Ne’ nostri paesi, dove, per le scarse facoltà d’una massima parte de’ nostri coltivatori, non è ancora potuta venire l’usanza di far bene il maggese; noi che quanto si possa cercammo sempre le vie di farci utili a’ contadini siciliani, abbiamo stimato a proposito suggerire e mettere loro in cuore il coltivamento d’una pianta che occupi la terra nell’intervallo dalla raccolta alla semina; una pianta ottima per il bestiame, grata al palato degli uomini, ed utile finalmente per l’olio che si estrae dal suo seme, massime in quelle parti dove sia penuria di ulive.

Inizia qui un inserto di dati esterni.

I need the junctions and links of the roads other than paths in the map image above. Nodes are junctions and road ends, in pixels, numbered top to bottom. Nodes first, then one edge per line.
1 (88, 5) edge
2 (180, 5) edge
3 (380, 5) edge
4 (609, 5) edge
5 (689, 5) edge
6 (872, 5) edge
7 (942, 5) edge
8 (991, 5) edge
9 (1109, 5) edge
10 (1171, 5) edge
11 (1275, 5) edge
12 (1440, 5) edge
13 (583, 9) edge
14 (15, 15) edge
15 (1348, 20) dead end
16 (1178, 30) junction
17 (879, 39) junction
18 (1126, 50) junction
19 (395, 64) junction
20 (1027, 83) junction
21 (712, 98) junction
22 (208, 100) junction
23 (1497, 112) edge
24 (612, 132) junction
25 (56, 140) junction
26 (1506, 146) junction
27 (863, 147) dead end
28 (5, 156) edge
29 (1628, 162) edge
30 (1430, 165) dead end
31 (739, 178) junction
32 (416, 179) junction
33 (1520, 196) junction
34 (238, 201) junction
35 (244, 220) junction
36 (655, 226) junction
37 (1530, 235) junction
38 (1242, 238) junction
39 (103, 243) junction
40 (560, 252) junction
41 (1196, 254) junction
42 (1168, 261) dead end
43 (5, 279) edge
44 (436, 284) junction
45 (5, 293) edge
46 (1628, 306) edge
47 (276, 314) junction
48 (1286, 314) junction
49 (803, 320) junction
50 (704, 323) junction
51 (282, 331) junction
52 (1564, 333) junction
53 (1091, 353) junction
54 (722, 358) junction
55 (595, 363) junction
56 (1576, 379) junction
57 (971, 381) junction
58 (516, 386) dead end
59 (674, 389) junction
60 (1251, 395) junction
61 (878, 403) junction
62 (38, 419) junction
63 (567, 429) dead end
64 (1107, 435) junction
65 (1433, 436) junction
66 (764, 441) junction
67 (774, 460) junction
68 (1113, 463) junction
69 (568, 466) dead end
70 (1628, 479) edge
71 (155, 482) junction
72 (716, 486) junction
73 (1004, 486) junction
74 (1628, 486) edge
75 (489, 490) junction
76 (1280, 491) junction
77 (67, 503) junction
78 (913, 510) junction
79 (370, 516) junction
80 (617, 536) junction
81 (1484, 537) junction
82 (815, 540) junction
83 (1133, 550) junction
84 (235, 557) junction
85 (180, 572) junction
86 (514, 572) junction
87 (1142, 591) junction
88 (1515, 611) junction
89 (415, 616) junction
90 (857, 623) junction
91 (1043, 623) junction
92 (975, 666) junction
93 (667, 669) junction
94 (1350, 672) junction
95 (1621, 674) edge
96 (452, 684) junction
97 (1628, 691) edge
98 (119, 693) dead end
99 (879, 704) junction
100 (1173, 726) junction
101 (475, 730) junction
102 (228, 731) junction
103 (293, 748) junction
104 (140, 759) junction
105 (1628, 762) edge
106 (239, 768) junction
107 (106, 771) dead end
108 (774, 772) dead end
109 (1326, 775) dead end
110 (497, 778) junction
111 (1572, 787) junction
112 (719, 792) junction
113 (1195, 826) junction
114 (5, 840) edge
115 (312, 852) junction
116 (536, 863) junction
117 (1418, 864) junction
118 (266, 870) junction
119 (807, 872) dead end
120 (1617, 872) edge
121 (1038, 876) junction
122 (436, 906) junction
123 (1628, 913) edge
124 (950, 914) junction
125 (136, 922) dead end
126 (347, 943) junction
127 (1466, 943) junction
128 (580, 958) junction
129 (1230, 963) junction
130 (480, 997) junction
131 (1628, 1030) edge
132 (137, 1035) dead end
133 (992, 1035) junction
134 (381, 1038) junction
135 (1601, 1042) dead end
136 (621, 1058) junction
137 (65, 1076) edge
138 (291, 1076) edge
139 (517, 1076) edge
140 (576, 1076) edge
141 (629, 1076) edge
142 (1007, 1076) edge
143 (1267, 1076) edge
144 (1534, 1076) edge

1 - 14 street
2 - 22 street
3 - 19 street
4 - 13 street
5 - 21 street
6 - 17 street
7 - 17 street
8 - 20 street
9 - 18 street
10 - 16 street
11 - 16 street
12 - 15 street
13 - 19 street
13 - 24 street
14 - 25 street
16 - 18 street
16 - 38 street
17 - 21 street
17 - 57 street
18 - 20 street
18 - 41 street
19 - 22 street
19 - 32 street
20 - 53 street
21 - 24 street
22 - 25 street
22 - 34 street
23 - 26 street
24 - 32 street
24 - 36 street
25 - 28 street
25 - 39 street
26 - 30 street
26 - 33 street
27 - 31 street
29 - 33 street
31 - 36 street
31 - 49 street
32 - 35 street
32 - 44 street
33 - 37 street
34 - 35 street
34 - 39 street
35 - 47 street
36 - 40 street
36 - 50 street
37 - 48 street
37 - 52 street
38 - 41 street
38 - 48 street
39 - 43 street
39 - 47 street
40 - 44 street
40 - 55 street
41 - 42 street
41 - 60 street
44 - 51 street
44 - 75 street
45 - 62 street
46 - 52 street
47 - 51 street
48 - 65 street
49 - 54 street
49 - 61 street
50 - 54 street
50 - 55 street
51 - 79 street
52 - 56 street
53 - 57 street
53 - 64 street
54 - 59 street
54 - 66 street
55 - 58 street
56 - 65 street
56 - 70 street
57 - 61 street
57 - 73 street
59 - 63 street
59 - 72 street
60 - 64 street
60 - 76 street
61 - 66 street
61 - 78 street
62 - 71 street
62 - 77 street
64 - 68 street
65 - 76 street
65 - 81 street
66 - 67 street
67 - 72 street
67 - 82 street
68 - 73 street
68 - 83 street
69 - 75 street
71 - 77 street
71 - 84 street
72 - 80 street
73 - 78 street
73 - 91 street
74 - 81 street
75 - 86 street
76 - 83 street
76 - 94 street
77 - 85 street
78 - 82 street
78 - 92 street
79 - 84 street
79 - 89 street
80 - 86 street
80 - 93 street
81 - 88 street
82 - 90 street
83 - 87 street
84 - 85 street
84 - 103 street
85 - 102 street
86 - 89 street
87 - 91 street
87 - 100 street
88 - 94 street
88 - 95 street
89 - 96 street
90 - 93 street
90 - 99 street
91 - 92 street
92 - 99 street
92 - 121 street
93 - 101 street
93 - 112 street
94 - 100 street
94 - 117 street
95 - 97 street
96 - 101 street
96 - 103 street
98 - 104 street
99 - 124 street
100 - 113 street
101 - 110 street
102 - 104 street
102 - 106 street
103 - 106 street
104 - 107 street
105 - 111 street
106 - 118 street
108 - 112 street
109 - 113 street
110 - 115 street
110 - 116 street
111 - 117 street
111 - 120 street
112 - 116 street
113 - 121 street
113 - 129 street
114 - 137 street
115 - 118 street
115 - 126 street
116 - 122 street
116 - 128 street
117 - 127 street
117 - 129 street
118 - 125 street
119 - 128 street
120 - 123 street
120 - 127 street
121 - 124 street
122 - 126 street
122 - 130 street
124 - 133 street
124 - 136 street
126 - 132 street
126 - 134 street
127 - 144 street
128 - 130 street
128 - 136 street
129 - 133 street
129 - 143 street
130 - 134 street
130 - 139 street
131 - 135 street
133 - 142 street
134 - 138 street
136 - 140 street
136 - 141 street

È questa una varietà di cavolo estrania alla Sicilia, che chiamasi colza. Le sue foglie radicali sono picciolate, sinuate, talvolta pennate alla base; e le foglie caulinari sono sessili e cuoriformi; tutte però liscie, di un verde ceruleo, di diversa grandezza, ma sempre più piccole delle altre varietà. Esistono due sotto-varietà di colza: l’una del colza bianco, che ha i fiori bianchi, l’altra del così detto colza freddo, che ha i fiori gialli, le foglie più grosse e più grandi, e resiste meglio a’ rigori della stagione, per lo che dee preferirsi alla prima.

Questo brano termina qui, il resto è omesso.